Women attending routine cervical screening in primary care.
5318 women aged 20-60 years provided self-collected random urine and vaginal samples for hrHPV testing and a clinician-collected liquid-based cytology (LBC) sample for cytology and hrHPV testing.
HrHPV testing. All samples were tested for hrHPV using the PCR-based cobas 4800 assay. Colposcopy was offered to women with high-grade or repeated borderline/low-grade cytological abnormalities; also to those who were LBC negative but hrHPV 16/18 positive.
The self-tests' absolute sensitivity and specificity for CIN2+ were assessed on all biospecimens; also, their relative sensitivity and specificity compared with clinician-taken samples. Interlaboratory and intralaboratory performance of the hrHPV assay in self-collected samples was also established.
HrHPV prevalence was 14.7%, 16.6% and 11.6% in cervical, vaginal and urine samples, respectively. Sensitivity for detecting CIN2+ was 97.7% (95% to 100%), 94.6% (90.7% to 98.5%) and 63.1% (54.6% to 71.7%) for cervical, vaginal and urine hrHPV detection, respectively. The corresponding specificities were 87.3% (86.4% to 88.2%), 85.4% (84.4% to 86.3%) and 89.8% (89.0% to 90.7%). There was a 38% (24% to 57%) higher HPV detection rate in vaginal self-samples from women over 50 years compared with those ≤29 years. Relative sensitivity and specificity of hrHPV positivity for the detection of CIN2+ in vaginal versus cervical samples were 0.97 (0.94 to 1.00) and 0.98 (0.97 to 0.99); urine versus cervical comparisons were 0.53 (0.42 to 0.67) and 1.03 (1.02 to 1.04). The intralaboratory and interlaboratory agreement for hrHPV positivity in self-samples was high (κ values 0.98 (0.96 to 0.99) and 0.94 (0.92 to 0.97) for vaginal samples and 0.95 (0.93 to 0.98) and 0.90 (0.87 to 0.94) for urine samples).

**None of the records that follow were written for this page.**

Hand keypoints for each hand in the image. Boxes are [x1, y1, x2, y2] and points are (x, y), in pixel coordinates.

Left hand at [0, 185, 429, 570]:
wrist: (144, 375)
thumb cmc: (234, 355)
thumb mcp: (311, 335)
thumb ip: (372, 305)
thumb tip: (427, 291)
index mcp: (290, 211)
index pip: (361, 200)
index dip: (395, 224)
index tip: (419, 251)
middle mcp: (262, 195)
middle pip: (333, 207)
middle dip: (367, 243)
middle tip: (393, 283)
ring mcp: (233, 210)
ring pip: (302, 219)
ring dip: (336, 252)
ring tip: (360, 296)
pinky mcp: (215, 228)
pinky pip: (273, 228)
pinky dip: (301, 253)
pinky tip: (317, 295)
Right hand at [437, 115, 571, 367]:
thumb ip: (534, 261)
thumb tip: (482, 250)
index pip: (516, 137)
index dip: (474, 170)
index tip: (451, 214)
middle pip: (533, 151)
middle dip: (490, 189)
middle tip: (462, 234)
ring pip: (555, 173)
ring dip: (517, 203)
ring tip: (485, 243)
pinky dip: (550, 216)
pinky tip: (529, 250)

The sensitivity of self-collected vaginal samples for the detection of CIN2+ was similar to that of cervical samples and justifies consideration of this sample for primary screening.

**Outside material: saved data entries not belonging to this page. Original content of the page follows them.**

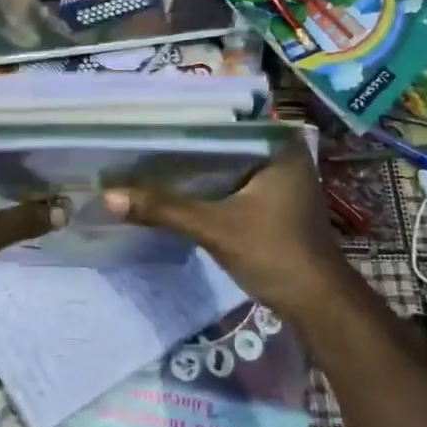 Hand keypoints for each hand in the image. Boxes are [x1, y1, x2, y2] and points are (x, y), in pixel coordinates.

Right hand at [103, 141, 353, 321]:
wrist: (318, 303)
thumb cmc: (275, 253)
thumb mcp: (215, 228)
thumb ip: (164, 209)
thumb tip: (108, 196)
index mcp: (277, 145)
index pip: (218, 123)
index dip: (179, 125)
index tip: (140, 123)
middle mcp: (280, 153)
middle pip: (218, 145)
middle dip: (179, 148)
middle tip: (133, 142)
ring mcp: (277, 179)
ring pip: (222, 166)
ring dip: (190, 171)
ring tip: (143, 162)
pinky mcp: (270, 203)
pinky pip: (228, 185)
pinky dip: (203, 189)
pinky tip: (170, 191)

邓弗里斯和加洛韦乳头瘤病毒(PaVDaG)评估了一种基于高危型人乳头瘤病毒(hrHPV)的聚合酶链反应(PCR)检测方法在检测自行采集的阴道和尿液样本中的高级别宫颈上皮内瘤变(CIN2+)方面的性能。
在初级保健机构接受常规宫颈筛查的女性。
5318名年龄在20至60岁之间的女性提供了自行采集的随机尿液和阴道样本用于hrHPV检测,以及临床医生采集的液基细胞学(LBC)样本用于细胞学和hrHPV检测。
hrHPV检测。所有样本均使用基于PCR的cobas 4800检测方法进行hrHPV检测。对于有高级别或反复出现的临界/低级别细胞学异常的女性,以及LBC检测为阴性但hrHPV 16/18阳性的女性,提供阴道镜检查。

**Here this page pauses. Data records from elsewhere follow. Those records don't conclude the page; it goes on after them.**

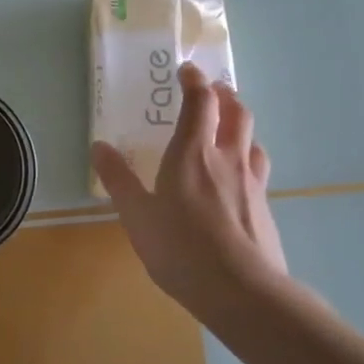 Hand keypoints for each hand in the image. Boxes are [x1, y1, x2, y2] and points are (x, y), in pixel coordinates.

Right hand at [92, 62, 293, 326]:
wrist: (243, 292)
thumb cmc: (181, 248)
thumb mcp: (136, 215)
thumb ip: (118, 179)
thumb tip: (99, 146)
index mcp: (192, 153)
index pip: (200, 103)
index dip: (194, 82)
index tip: (186, 71)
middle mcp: (226, 159)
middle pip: (236, 113)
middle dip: (224, 96)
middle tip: (212, 92)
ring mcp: (251, 183)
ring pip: (252, 139)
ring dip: (240, 125)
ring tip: (228, 129)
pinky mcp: (265, 208)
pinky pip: (258, 169)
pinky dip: (247, 159)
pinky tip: (238, 178)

评估所有生物样本中自行检测对CIN2+的绝对敏感性和特异性;还评估与临床医生采集的样本相比的相对敏感性和特异性。同时确定自行采集样本中hrHPV检测方法的实验室间和实验室内性能。
宫颈、阴道和尿液样本中的hrHPV流行率分别为14.7%、16.6%和11.6%。宫颈、阴道和尿液hrHPV检测对CIN2+的检测敏感性分别为97.7%(95%至100%)、94.6%(90.7%至98.5%)和63.1%(54.6%至71.7%)。相应的特异性分别为87.3%(86.4%至88.2%)、85.4%(84.4%至86.3%)和89.8%(89.0%至90.7%)。50岁以上女性的阴道自行采集样本中的HPV检测率比≤29岁女性高38%(24%至57%)。阴道样本与宫颈样本中hrHPV阳性对CIN2+检测的相对敏感性和特异性分别为0.97(0.94至1.00)和0.98(0.97至0.99);尿液样本与宫颈样本的比较分别为0.53(0.42至0.67)和1.03(1.02至1.04)。自行采集样本中hrHPV阳性的实验室内和实验室间一致性较高(阴道样本的κ值为0.98(0.96至0.99)和0.94(0.92至0.97),尿液样本的κ值为0.95(0.93至0.98)和0.90(0.87至0.94))。
自行采集的阴道样本对CIN2+的检测敏感性与宫颈样本相似,有理由考虑将该样本用于初筛。